Data items:
=== Begin Enclosure ===

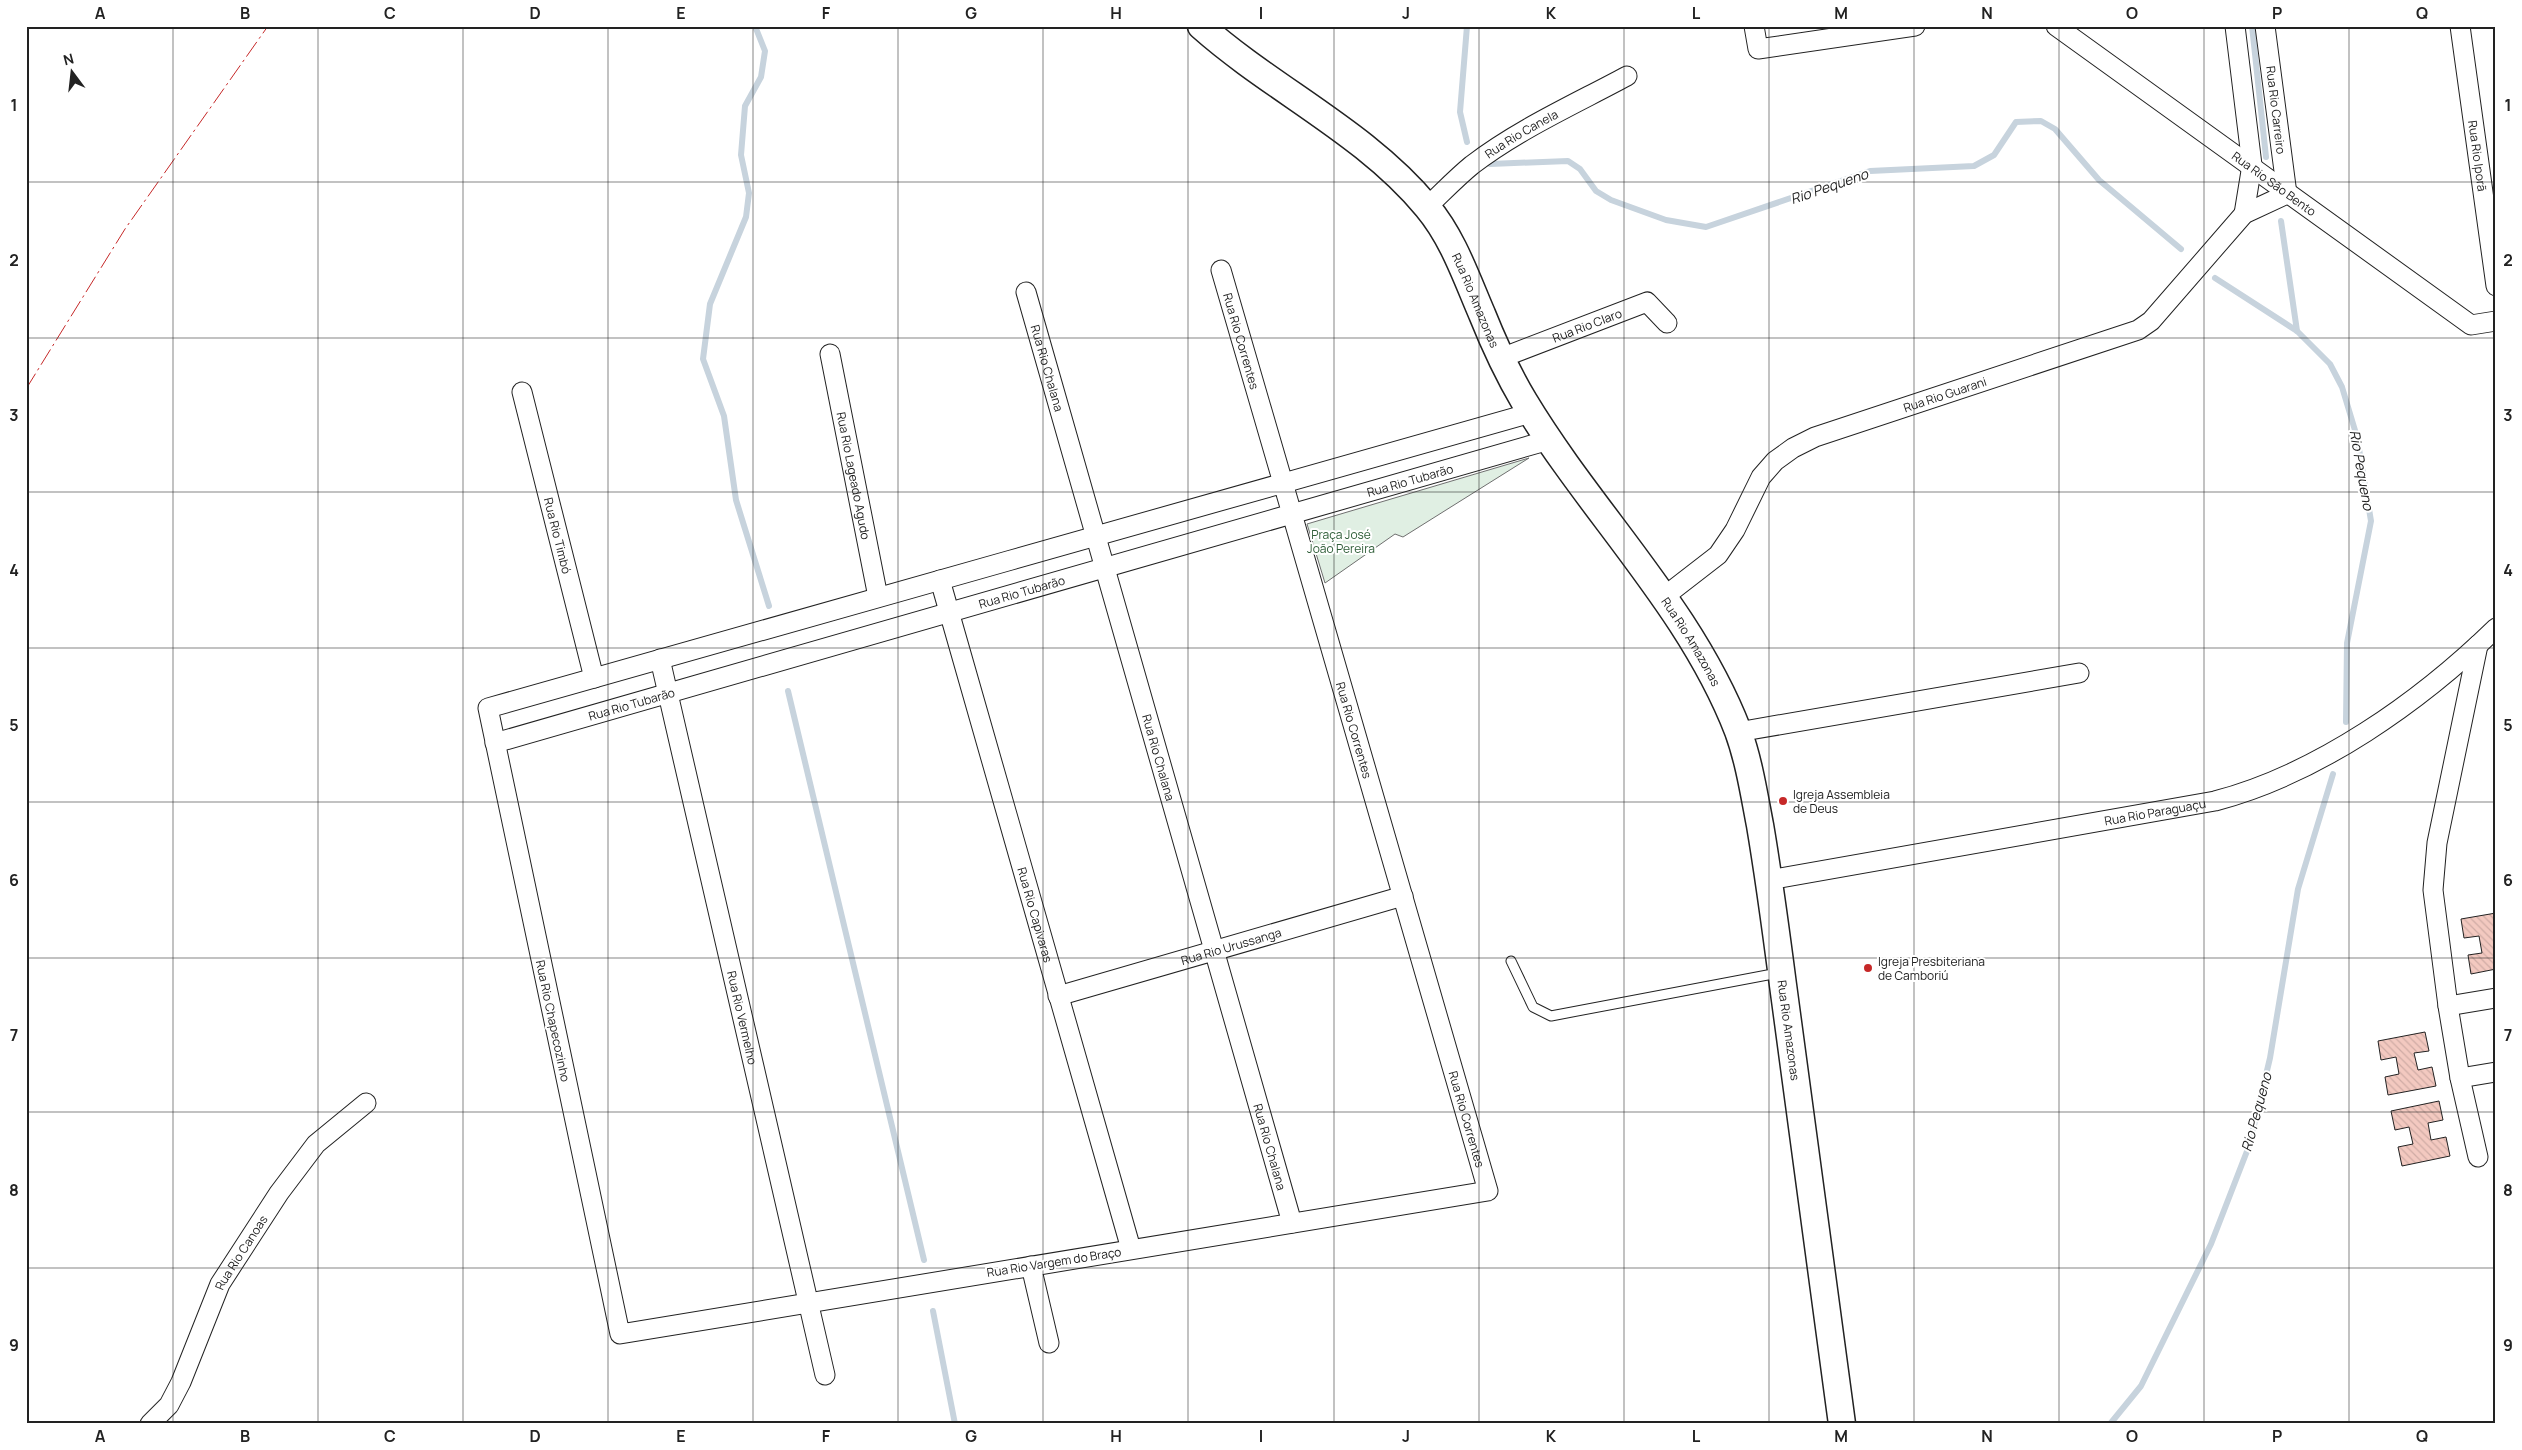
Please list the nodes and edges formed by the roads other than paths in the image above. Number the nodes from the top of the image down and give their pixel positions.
1 (1201, 26) edge
2 (1754, 26) edge
3 (1911, 26) edge
4 (2056, 26) edge
5 (2235, 26) edge
6 (2266, 26) edge
7 (2460, 26) edge
8 (1627, 76) dead end
9 (2252, 165) junction
10 (2288, 194) junction
11 (1427, 207) junction
12 (2244, 214) junction
13 (1221, 270) dead end
14 (2496, 286) edge
15 (1026, 292) dead end
16 (2496, 321) edge
17 (1667, 323) dead end
18 (830, 354) dead end
19 (1501, 358) junction
20 (522, 392) dead end
21 (1531, 412) junction
22 (1549, 440) junction
23 (1283, 483) junction
24 (1292, 514) junction
25 (1096, 536) junction
26 (1105, 568) junction
27 (940, 580) junction
28 (1666, 596) junction
29 (878, 597) junction
30 (949, 612) junction
31 (2496, 628) edge
32 (2478, 645) junction
33 (660, 659) junction
34 (2079, 673) dead end
35 (594, 678) junction
36 (668, 693) junction
37 (1738, 732) junction
38 (495, 743) junction
39 (1769, 880) junction
40 (1403, 896) junction
41 (1214, 951) junction
42 (1511, 961) dead end
43 (1782, 972) junction
44 (1058, 996) junction
45 (2496, 998) edge
46 (2448, 1006) junction
47 (2496, 1072) edge
48 (2460, 1078) junction
49 (366, 1103) dead end
50 (2478, 1157) dead end
51 (1488, 1191) joint
52 (1292, 1223) junction
53 (1131, 1249) junction
54 (1031, 1266) junction
55 (809, 1302) junction
56 (620, 1334) joint
57 (1049, 1343) dead end
58 (825, 1375) dead end
59 (150, 1424) edge
60 (1842, 1424) edge

1 - 11 street, Rua Rio Amazonas
2 - 3 street
4 - 9 street, Rua Rio São Bento
5 - 9 street
6 - 10 street, Rua Rio Carreiro
7 - 14 street, Rua Rio Iporã
8 - 11 street, Rua Rio Canela
9 - 10 street, Rua Rio São Bento
9 - 12 street
10 - 12 street, Rua Rio Guarani
10 - 16 street, Rua Rio São Bento
11 - 19 street, Rua Rio Amazonas
12 - 28 street, Rua Rio Guarani
13 - 23 street, Rua Rio Correntes
15 - 25 street, Rua Rio Chalana
17 - 19 street, Rua Rio Claro
18 - 29 street, Rua Rio Lageado Agudo
19 - 21 street, Rua Rio Amazonas
20 - 35 street, Rua Rio Timbó
21 - 22 street, Rua Rio Amazonas
21 - 23 street
22 - 24 street, Rua Rio Tubarão
22 - 28 street, Rua Rio Amazonas
23 - 24 street, Rua Rio Correntes
23 - 25 street
24 - 26 street, Rua Rio Tubarão
24 - 40 street, Rua Rio Correntes
25 - 26 street, Rua Rio Chalana
25 - 27 street
26 - 30 street, Rua Rio Tubarão
26 - 41 street, Rua Rio Chalana
27 - 29 street
27 - 30 street, Rua Rio Capivaras
28 - 37 street, Rua Rio Amazonas
29 - 33 street
30 - 36 street, Rua Rio Tubarão
30 - 44 street, Rua Rio Capivaras
31 - 32 street, Rua Rio Paraguaçu
32 - 39 street, Rua Rio Paraguaçu
32 - 46 street
33 - 35 street
33 - 36 street, Rua Rio Vermelho
34 - 37 street
35 - 38 street, Rua Rio Chapecozinho
36 - 38 street, Rua Rio Tubarão
36 - 55 street, Rua Rio Vermelho
37 - 39 street, Rua Rio Amazonas
38 - 56 street, Rua Rio Chapecozinho
39 - 43 street, Rua Rio Amazonas
40 - 41 street, Rua Rio Urussanga
40 - 51 street, Rua Rio Correntes
41 - 44 street, Rua Rio Urussanga
41 - 52 street, Rua Rio Chalana
42 - 43 lane
43 - 60 street, Rua Rio Amazonas
44 - 53 street, Rua Rio Capivaras
45 - 46 street
46 - 48 street
47 - 48 street
48 - 50 street
49 - 59 street, Rua Rio Canoas
51 - 52 street, Rua Rio Vargem do Braço
52 - 53 street, Rua Rio Vargem do Braço
53 - 54 street, Rua Rio Vargem do Braço
54 - 55 street, Rua Rio Vargem do Braço
54 - 57 street
55 - 56 street, Rua Rio Vargem do Braço
55 - 58 street, Rua Rio Vermelho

=== End Enclosure ===

> _WHAT IS BEING ASKED_:
Wherever the word "Braço" turns up in the records above, copy the line that holds it.

> _ANSWER TO THE EXERCISE_:
51 - 52 street, Rua Rio Vargem do Braço
52 - 53 street, Rua Rio Vargem do Braço
53 - 54 street, Rua Rio Vargem do Braço
54 - 55 street, Rua Rio Vargem do Braço
55 - 56 street, Rua Rio Vargem do Braço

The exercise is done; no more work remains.